Stored data:
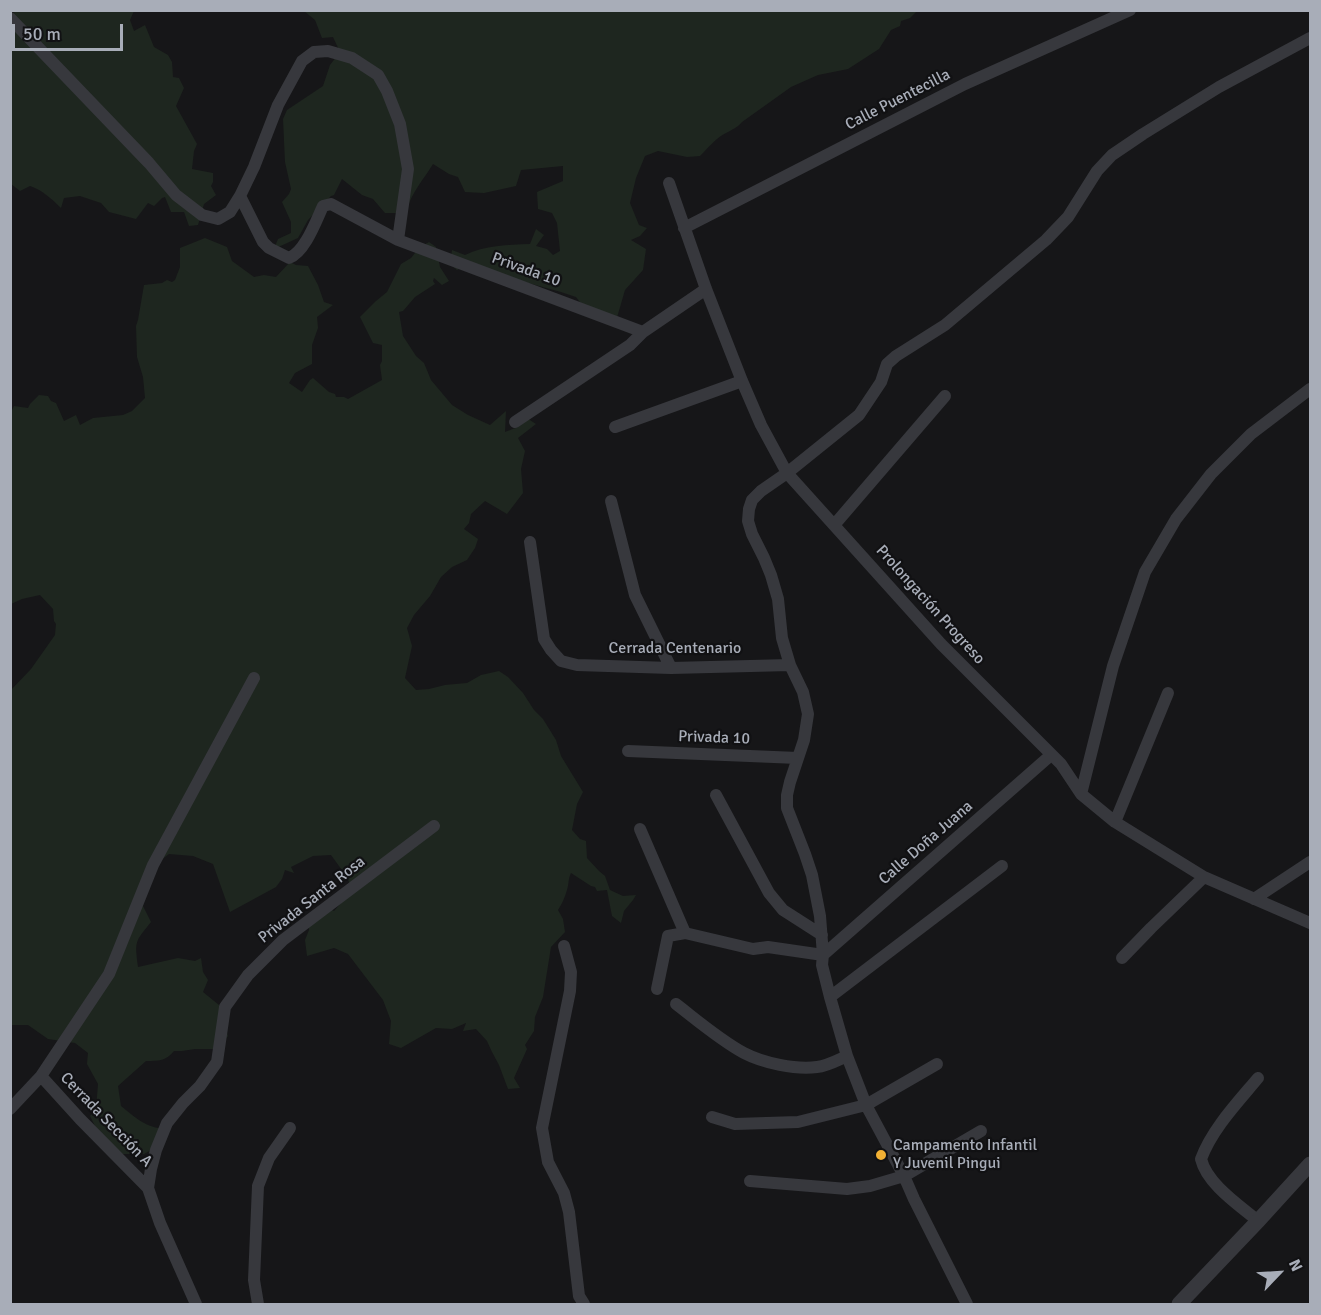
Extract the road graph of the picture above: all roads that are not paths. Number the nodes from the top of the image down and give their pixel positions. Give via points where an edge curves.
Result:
1 (1130, 10) edge
2 (10, 18) edge
3 (1311, 38) edge
4 (669, 183) dead end
5 (240, 196) junction
6 (684, 228) junction
7 (398, 240) junction
8 (706, 289) junction
9 (643, 332) junction
10 (742, 381) junction
11 (1311, 389) edge
12 (945, 396) dead end
13 (514, 422) dead end
14 (615, 427) dead end
15 (787, 472) junction
16 (611, 501) dead end
17 (835, 524) junction
18 (530, 542) dead end
19 (790, 665) junction
20 (671, 668) junction
21 (254, 678) dead end
22 (1168, 693) dead end
23 (628, 751) dead end
24 (1051, 755) junction
25 (798, 758) junction
26 (1081, 794) junction
27 (716, 795) dead end
28 (1115, 822) junction
29 (434, 826) dead end
30 (640, 829) dead end
31 (1311, 862) edge
32 (1002, 866) dead end
33 (1204, 877) junction
34 (1254, 899) junction
35 (1311, 923) edge
36 (685, 933) junction
37 (822, 935) junction
38 (564, 946) dead end
39 (823, 955) junction
40 (1122, 958) dead end
41 (657, 989) dead end
42 (830, 997) junction
43 (676, 1004) dead end
44 (847, 1056) junction
45 (937, 1064) dead end
46 (41, 1076) junction
47 (1258, 1078) dead end
48 (866, 1105) junction
49 (10, 1109) edge
50 (712, 1117) dead end
51 (290, 1128) dead end
52 (981, 1131) dead end
53 (1311, 1164) edge
54 (904, 1176) junction
55 (750, 1181) dead end
56 (148, 1188) junction
57 (1258, 1221) junction
58 (1181, 1304) edge
59 (196, 1305) edge
60 (258, 1305) edge
61 (584, 1305) edge
62 (967, 1305) edge

1 - 6 street, Calle Puentecilla via 965,84
2 - 5 street via 185,202 202,215 218,219 230,212
3 - 15 street via 1220,87 1112,155 1068,217 1046,240 945,326 887,364 881,382 859,415
4 - 6 street, Prolongación Progreso
5 - 7 street, Privada 10 via 263,242 289,258 302,249 324,206 331,204
5 - 7 street via 278,105 302,61 314,52 328,51 352,58 378,75 400,124 408,169
6 - 8 street, Prolongación Progreso
7 - 9 street, Privada 10
8 - 9 street
8 - 10 street, Prolongación Progreso
9 - 13 street via 630,345
10 - 14 street
10 - 15 street, Prolongación Progreso
11 - 26 street via 1251,434 1211,474 1176,519 1145,573 1113,666
12 - 17 street
15 - 17 street, Prolongación Progreso
15 - 19 street via 752,500 748,521 771,575
16 - 20 street via 635,595
17 - 24 street, Prolongación Progreso via 941,644
18 - 20 street, Cerrada Centenario via 544,639 561,661
19 - 20 street, Cerrada Centenario
19 - 25 street via 808,714
21 - 46 street via 153,865 109,974
22 - 28 street
23 - 25 street, Privada 10
24 - 26 street, Prolongación Progreso
24 - 39 street, Calle Doña Juana
25 - 37 street via 787,808 812,875
26 - 28 street, Prolongación Progreso
27 - 37 street via 769,893 783,910
28 - 33 street, Prolongación Progreso
29 - 56 street, Privada Santa Rosa via 283,940 248,975 225,1007 217,1062 166,1123
30 - 36 street
31 - 34 street
32 - 42 street
33 - 34 street, Prolongación Progreso
33 - 40 street
34 - 35 street, Prolongación Progreso
36 - 39 street via 753,949 768,946
36 - 41 street via 668,936
37 - 39 street
38 - 61 street via 570,991 542,1128 548,1162 569,1212 579,1296
39 - 42 street
42 - 44 street
43 - 44 street via 745,1053 770,1062 818,1067
44 - 48 street
45 - 48 street
46 - 49 street
46 - 56 street, Cerrada Sección A
47 - 57 street via 1213,1135 1201,1159 1208,1175
48 - 50 street via 798,1122 735,1124
48 - 54 street
51 - 60 street via 269,1158 258,1186 254,1280
52 - 54 street
53 - 57 street
54 - 55 street via 847,1189
54 - 62 street
56 - 59 street, Privada Santa Rosa
57 - 58 street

## Task prompt:
Where a line above holds the word "Santa", copy it.

## Result below:
29 - 56 street, Privada Santa Rosa via 283,940 248,975 225,1007 217,1062 166,1123
56 - 59 street, Privada Santa Rosa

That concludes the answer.